▶ Structured pose outputs:
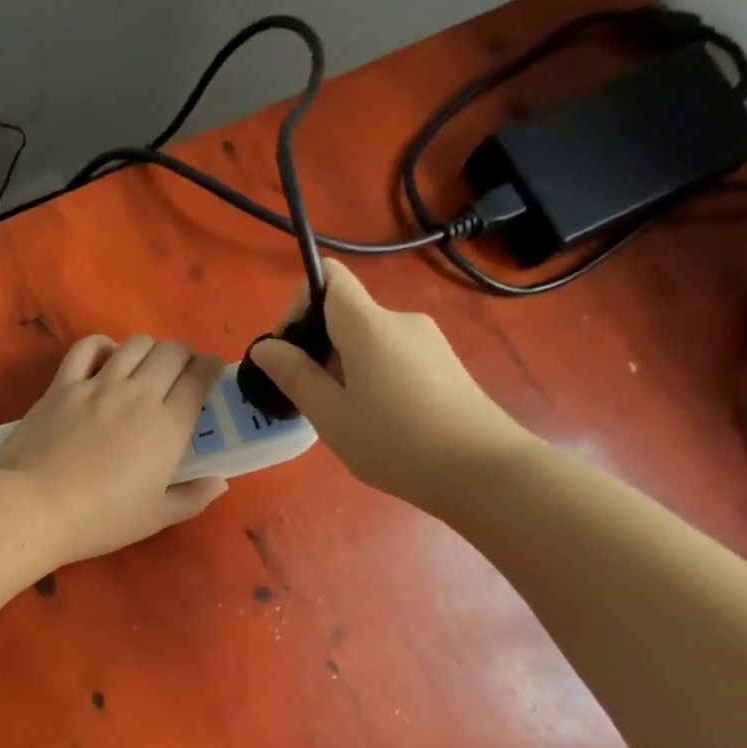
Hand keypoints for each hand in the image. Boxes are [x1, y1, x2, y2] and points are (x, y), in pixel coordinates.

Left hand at [0, 334, 227, 564]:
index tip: (209, 376)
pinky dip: (103, 346)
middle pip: (171, 352)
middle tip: (180, 373)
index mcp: (169, 425)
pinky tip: (106, 358)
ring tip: (145, 367)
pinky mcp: (63, 385)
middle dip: (183, 355)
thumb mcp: (155, 518)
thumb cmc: (102, 519)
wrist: (37, 506)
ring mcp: (98, 385)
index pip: (200, 377)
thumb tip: (220, 484)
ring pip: (134, 344)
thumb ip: (192, 498)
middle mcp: (139, 394)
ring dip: (148, 349)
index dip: (210, 369)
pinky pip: (87, 347)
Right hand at [248, 259, 534, 512]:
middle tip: (310, 400)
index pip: (329, 277)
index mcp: (369, 324)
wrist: (482, 469)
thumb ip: (294, 375)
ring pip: (368, 340)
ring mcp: (428, 341)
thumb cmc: (394, 442)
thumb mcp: (330, 414)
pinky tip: (377, 420)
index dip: (299, 305)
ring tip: (344, 418)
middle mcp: (400, 320)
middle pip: (345, 314)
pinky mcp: (443, 364)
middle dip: (317, 348)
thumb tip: (264, 347)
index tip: (289, 353)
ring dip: (343, 368)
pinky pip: (392, 356)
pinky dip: (371, 377)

▶ GOAL OF THE EXERCISE: All lines from the one with "Right hand at" to the end of the entries above are to be written out exactly, the first and last included.

▶ TASK SOLUTION:
Right hand at [248, 259, 534, 512]:
middle tip: (310, 400)
index pip: (329, 277)
index mcp: (369, 324)
wrist: (482, 469)
thumb ip: (294, 375)
ring pip: (368, 340)
ring mcp: (428, 341)
thumb cmc: (394, 442)
thumb mcp: (330, 414)
pinky tip: (377, 420)
index dip: (299, 305)
ring tip: (344, 418)
middle mcp: (400, 320)
middle pip: (345, 314)
pinky mcp: (443, 364)
middle dip: (317, 348)
thumb tip: (264, 347)
index tip: (289, 353)
ring dip: (343, 368)
pinky pip: (392, 356)
pinky dip: (371, 377)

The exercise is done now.